Avevo iniziato a scrivere sulla mobilità a Milano, ma mi ero fermato: sentivo che mancava qualche cosa di importante, il piano forse? Magari ci ripenso, ma il fatto è che le notizie milanesi mi lasciano fortemente perplesso; cambiano i nomi degli assessorati, perché cambia il modo di trattare ciò di cui si parla che è pur sempre urbanistica, edilizia privata, edilizia pubblica. Si usano parole evocanti come inclusivo, coeso, multiculturale, sostenibile, ma l’operatività è sempre più liberistica, e contraria al pianificare.
Punto e da capo. Per uscire da questo bailamme bisogna rimettere al centro l’urbanistica e la politica, fissare gli scopi a cui conformare le azioni. ‘Politica’ in italiano è una parola ambigua rispetto all’inglese che distingue ‘politics (la politica)’ e ‘policies (le politiche)’. Nelle teorie politiche con il primo si indica l’agire di un partito in relazione alla forza determinata dagli elettori e con il secondo un insieme di dichiarazioni e di atti per conseguire dei risultati. Tuttavia, con altre parole, aggiungerei che non sempre la politica è, o deve essere, un’arena competitiva, ma che per dare un senso alla storia nelle democrazie si discute, ci si confronta per trovare accordi (o compromessi) per un bene comune, guidati dagli scopi, dai fini e dal senso delle cose. Se a ‘politica’ si aggiunge la qualifica ‘pubblica’ si entra in un altro e nuovo ambito, anch’esso complesso, formato da un’insieme (più o meno coerente) di decisioni e di azioni volte a distribuire o redistribuire risorse e valori.
Ora la nostra attenzione dovrebbe concentrarsi su come la politica conformi l’urbanistica, su quali politiche si debbano o si possano adottare per conseguire i fini, e quali fini, ma anche sulla logica che in fondo fa considerare l’urbanistica una politica pubblica e su come allora viene usata per distribuire o redistribuire valori e risorse. In altre parole, dunque, ci facciamo diverse domande: il senso dell’urbanistica, quale politica stia reggendo lo sviluppo urbano milanese, gli scopi che persegue l’azione e i fini retti dalla strategia.
Da tempo cerco di ricostruire le motivazioni che mi indussero a scegliere l’urbanistica come mestiere e senz’altro il principio rinvia a Campos Venuti, alla sua capacità di mischiare tutti i piani senza mai perdersi per giungere alla sintesi, la capacità di motivare l’impegno e la passione, mettendo in luce un lato affascinante che non consisteva soltanto nella forma urbana, quanto nel rendere evidente la dimensione sociale del piano.
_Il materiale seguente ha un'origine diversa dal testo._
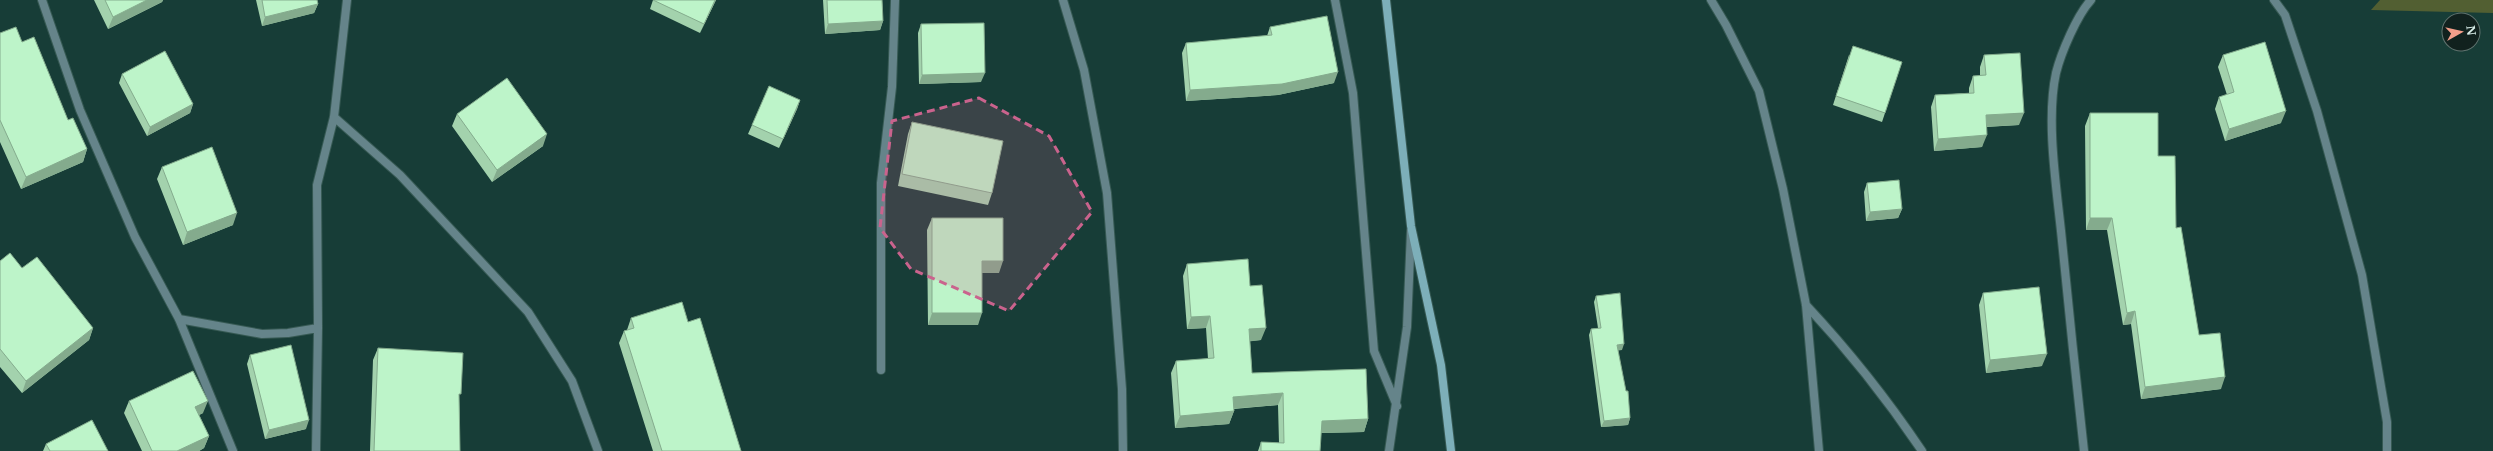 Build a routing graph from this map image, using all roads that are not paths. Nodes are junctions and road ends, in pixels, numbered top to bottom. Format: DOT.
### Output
graph roads {
  1 [pos="42,0"];
  2 [pos="347,0"];
  3 [pos="895,0"];
  4 [pos="1063,0"];
  5 [pos="1335,0"];
  6 [pos="1386,0"];
  7 [pos="1711,0"];
  8 [pos="2091,0"];
  9 [pos="2274,0"];
  10 [pos="334,117"];
  11 [pos="1411,226"];
  12 [pos="1806,305"];
  13 [pos="179,319"];
  14 [pos="318,328"];
  15 [pos="881,370"];
  16 [pos="1397,406"];
  17 [pos="233,451"];
  18 [pos="316,451"];
  19 [pos="598,451"];
  20 [pos="1123,451"];
  21 [pos="1389,451"];
  22 [pos="1451,451"];
  23 [pos="1820,451"];
  24 [pos="1922,451"];
  25 [pos="2084,451"];
  26 [pos="2387,451"];
  1 -- 13 [label="street"];
  2 -- 10 [label="street"];
  3 -- 15 [label="street"];
  4 -- 20 [label="street"];
  5 -- 16 [label="street"];
  6 -- 11 [label="street"];
  7 -- 12 [label="street"];
  8 -- 25 [label="street"];
  9 -- 26 [label="street"];
  10 -- 14 [label="street"];
  10 -- 19 [label="street"];
  11 -- 16 [label="street"];
  11 -- 22 [label="street"];
  12 -- 23 [label="street"];
  12 -- 24 [label="street"];
  13 -- 14 [label="street"];
  13 -- 17 [label="street"];
  14 -- 18 [label="street"];
  16 -- 21 [label="street"];
} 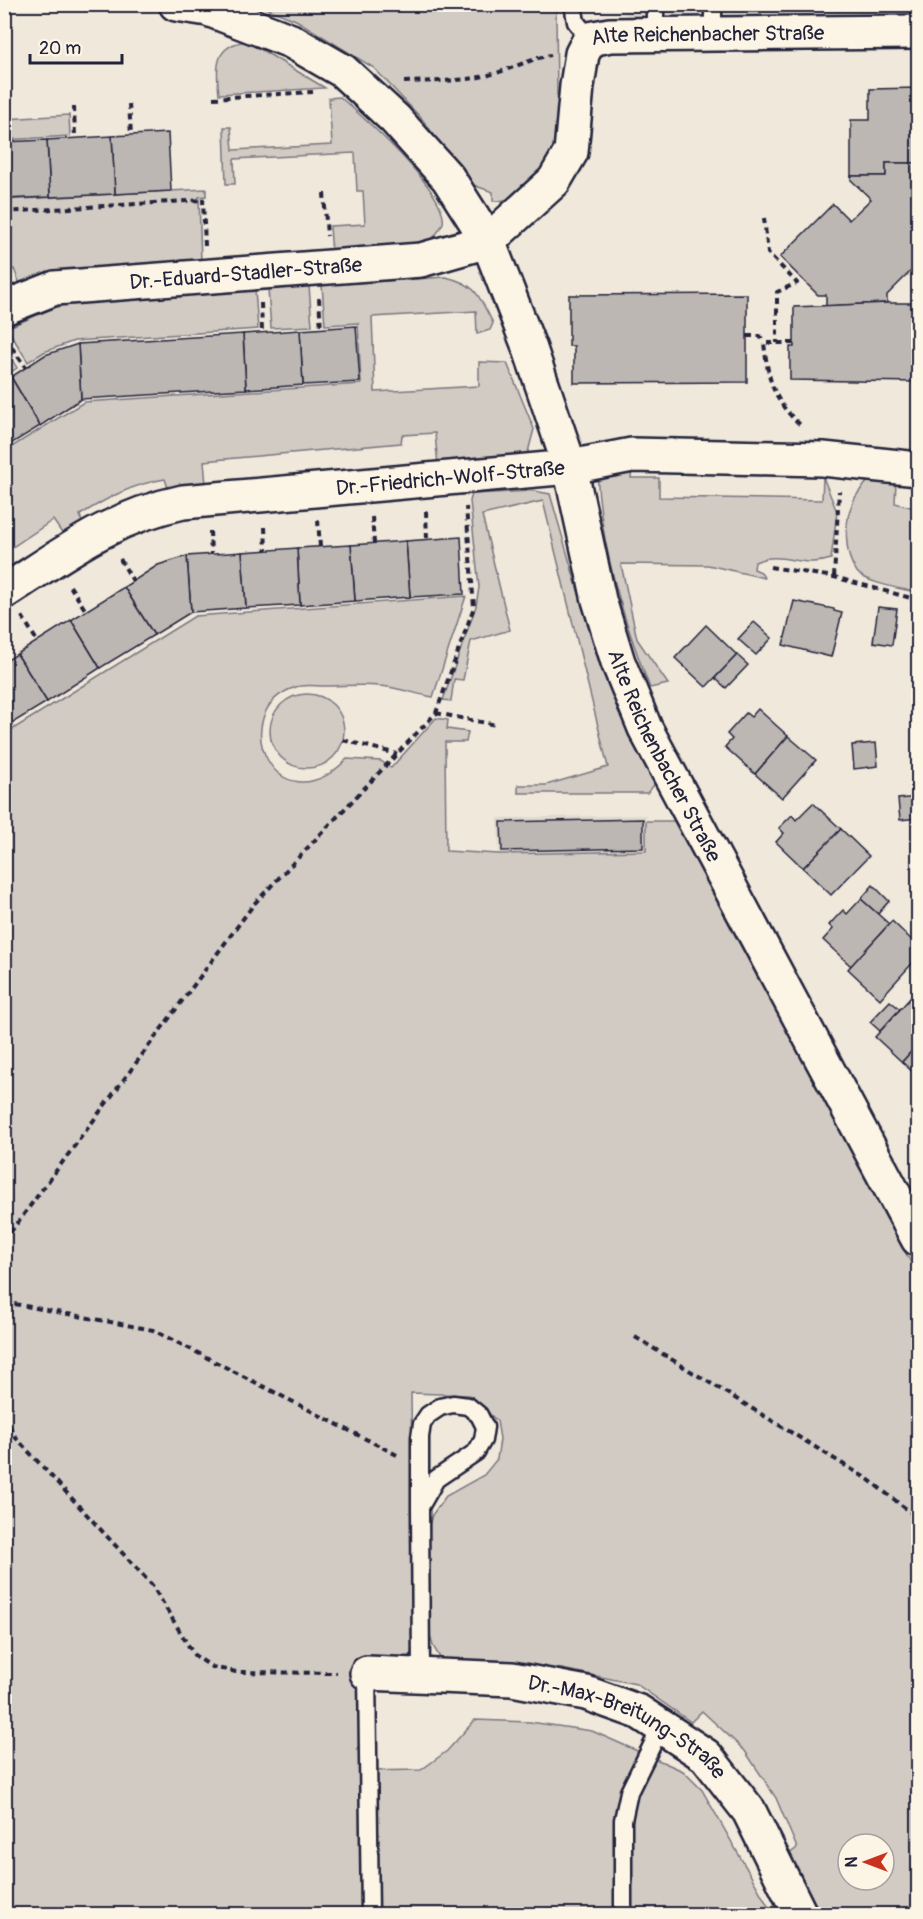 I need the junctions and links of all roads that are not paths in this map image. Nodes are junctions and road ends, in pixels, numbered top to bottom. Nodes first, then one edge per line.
1 (176, 4) edge
2 (573, 4) edge
3 (655, 19) edge
4 (713, 19) edge
5 (918, 32) edge
6 (590, 39) junction
7 (488, 241) junction
8 (4, 308) edge
9 (570, 467) junction
10 (918, 469) edge
11 (4, 592) edge
12 (918, 1239) edge
13 (420, 1507) junction
14 (367, 1673) joint
15 (421, 1674) junction
16 (662, 1727) junction
17 (370, 1914) edge
18 (623, 1914) edge
19 (800, 1914) edge

1 - 7 street, Alte Reichenbacher Straße
2 - 6 lane
3 - 4 street, Alte Reichenbacher Straße
3 - 6 street, Alte Reichenbacher Straße
4 - 5 street, Alte Reichenbacher Straße
6 - 7 street, Alte Reichenbacher Straße
7 - 8 street, Dr.-Eduard-Stadler-Straße
7 - 9 street, Alte Reichenbacher Straße
9 - 10 street, Dr.-Friedrich-Wolf-Straße
9 - 11 street, Dr.-Friedrich-Wolf-Straße
9 - 12 street, Alte Reichenbacher Straße
13 - 13 lane
13 - 15 lane
14 - 15 street, Dr.-Max-Breitung-Straße
14 - 17 lane
15 - 16 street, Dr.-Max-Breitung-Straße
16 - 18 lane
16 - 19 street, Dr.-Max-Breitung-Straße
Questo è il punto: per la dimensione sociale ci vuole qualcuno che ci creda, che dia fiducia al piano e che lo sostenga nell’agire con coerenza. E questo non può che essere l’attore pubblico e siccome ho premesso la dimensione sociale, penso sia chiaro che intendo una scelta di parte, partigiana, a favore di un attore pubblico capace di governare e di usare il piano come strumento e “legge”, che detta le regole future di intervento sul territorio nei limiti della democrazia. Per comprendere quello di cui stiamo scrivendo occorre uscire dai confini disciplinari per interagire con le scienze della Terra e con le altre scienze: da quelle sociali, giuridiche e politologiche a quelle economiche, statistiche, gestionali e a quant’altro si interseca con il governare il territorio. E ancora tutto questo non basta, poiché occorre inquadrare l’urbanistica all’interno di una strategia complessa che coinvolga tutte le diverse funzioni dello Stato. È tempo che l’urbanistica si mostri per quello che può e non può fare: nella stabilizzazione economica, nella redistribuzione e nella distribuzione delle ricchezze, nella regolazione del mercato, nello specifico del settore immobiliare; su come si pone rispetto alla libertà sul territorio (gli squilibri sociali) e alla sostenibilità (i cambiamenti climatici), aprendo ad altri problemi non banali, che comunque richiedono azioni specifiche e un qualche misurare il prima e il dopo, sempre che ci si accordi sulla misurabilità dell’efficacia di una politica. Qui bisogna scegliere, ci vuole chiarezza.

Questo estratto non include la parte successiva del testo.